We’re very happy to share a podcast interview on trauma from childbirth, with Dr. Kathleen Kendall-Tackett, health psychologist and trauma expert.

Dr. Kendall-Tackett is health psychologist, and Clinical Associate Professor of Pediatrics.  She is president-elect of the Trauma Division of the American Psychological Association, and the incoming editor-in-chief of the Journal of Psychological Trauma.  She has authored more than 300 articles and 24 books on maternal depression, trauma, family violence and breastfeeding, including Depression in New Mothers and Breastfeeding Made Simple.

Dr. Kendall-Tackett discussed what trauma looks like, what experiences tend to cause trauma, partners and trauma, strategies for healing from trauma, ideas for preparing for a subsequent birth, and post-traumatic growth.  She also discusses the relationship between trauma and breastfeeding, and answers your questions submitted on Facebook.

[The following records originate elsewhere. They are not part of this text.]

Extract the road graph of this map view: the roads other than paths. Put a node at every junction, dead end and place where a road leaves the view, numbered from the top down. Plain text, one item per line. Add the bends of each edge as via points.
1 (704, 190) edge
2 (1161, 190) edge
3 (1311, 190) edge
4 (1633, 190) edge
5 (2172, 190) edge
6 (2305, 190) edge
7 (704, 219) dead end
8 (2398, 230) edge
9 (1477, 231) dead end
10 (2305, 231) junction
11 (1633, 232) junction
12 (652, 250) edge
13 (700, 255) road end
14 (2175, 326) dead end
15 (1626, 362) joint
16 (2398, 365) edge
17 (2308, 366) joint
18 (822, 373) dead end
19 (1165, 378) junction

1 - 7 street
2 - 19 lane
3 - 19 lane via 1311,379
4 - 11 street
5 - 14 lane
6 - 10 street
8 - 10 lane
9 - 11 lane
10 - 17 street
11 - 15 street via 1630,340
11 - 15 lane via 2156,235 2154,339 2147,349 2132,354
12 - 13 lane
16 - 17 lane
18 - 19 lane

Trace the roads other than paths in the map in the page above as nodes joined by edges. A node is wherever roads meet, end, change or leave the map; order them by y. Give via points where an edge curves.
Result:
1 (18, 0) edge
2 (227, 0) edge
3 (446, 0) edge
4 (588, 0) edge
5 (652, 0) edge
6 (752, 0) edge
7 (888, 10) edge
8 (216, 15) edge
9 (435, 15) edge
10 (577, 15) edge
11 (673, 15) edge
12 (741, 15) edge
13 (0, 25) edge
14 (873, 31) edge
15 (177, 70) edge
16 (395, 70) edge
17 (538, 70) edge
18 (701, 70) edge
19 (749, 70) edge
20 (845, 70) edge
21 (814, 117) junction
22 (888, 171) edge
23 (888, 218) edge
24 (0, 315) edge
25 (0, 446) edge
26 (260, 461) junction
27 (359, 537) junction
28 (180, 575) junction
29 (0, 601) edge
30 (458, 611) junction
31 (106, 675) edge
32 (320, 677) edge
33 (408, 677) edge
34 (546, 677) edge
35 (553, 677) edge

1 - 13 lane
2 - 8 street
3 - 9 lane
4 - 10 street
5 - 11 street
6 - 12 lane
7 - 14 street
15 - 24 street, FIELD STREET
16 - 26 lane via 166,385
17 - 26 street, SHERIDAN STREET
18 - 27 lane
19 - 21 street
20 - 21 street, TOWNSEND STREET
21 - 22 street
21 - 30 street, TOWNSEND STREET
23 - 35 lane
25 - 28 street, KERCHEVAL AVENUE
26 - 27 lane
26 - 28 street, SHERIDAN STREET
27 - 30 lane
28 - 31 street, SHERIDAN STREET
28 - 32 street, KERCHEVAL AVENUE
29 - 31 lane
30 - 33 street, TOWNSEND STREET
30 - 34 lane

You can listen with the player below!



Tags: acute stress disorder birth trauma breastfeeding cognitive behavioral therapy emdr kathleen kendall-tackett post traumatic growth post traumatic stress disorder postpartum depression trauma and breastfeeding trauma from chilbirth



Nicola Wheldrake

Hi, I just listened to your podcast today.  I can’t believe I am hearing all this, I have been suffering after a birth trauma in 2006 and a subsequent one with my son in 2010. So four years later I am now having help with a psychologist and am having EMDR therapy and learning to practice mind-fullness.  I have suffered with depression and anxiety and ptsd to give my symptoms a name.  I wish I had found your podcast out there.  I am still listening…. and I also had a doula after my second child as I was too unwell to cope with day to day life.  I have suffered with severe headaches and had suspected Sheehan’s Syndrome.  I was so confused at the time I had to make sense of what happened to me. I nearly died, and my son was born 8 weeks premature so was in SCBU for a month before coming home.
I live in Guildford, Surrey in England.
Thank you.

Carrie Willard

Thank you! I had a 27 weeker preemie who had an 11 week NICU stay. The pregnancy, birth (my first C-section), NICU, and breastfeeding have been the worst time of my life. At 8 weeks adjusted, I am just now feeling the stress lessen. just now beginning to feel normal feelings about my postpartum life and little one. This is my 7th baby, and my first 6 were wonderful, homebirths and breastfeeding experiences. I’ve been fortunate. But I wish there had been more support for me during my son’s NICU stay. It was a nightmare. Why was there no Psych consult? Don’t doctors know the statistics on parents of preemies and PTSD? There was NO education for me in learning how to pump full time, something I had NO experience with. It was emotionally exhausting when I “failed” to pump enough and my son had to have some formula, something my other babies never had. Thank you Dr. Kendall-Tackett for your work!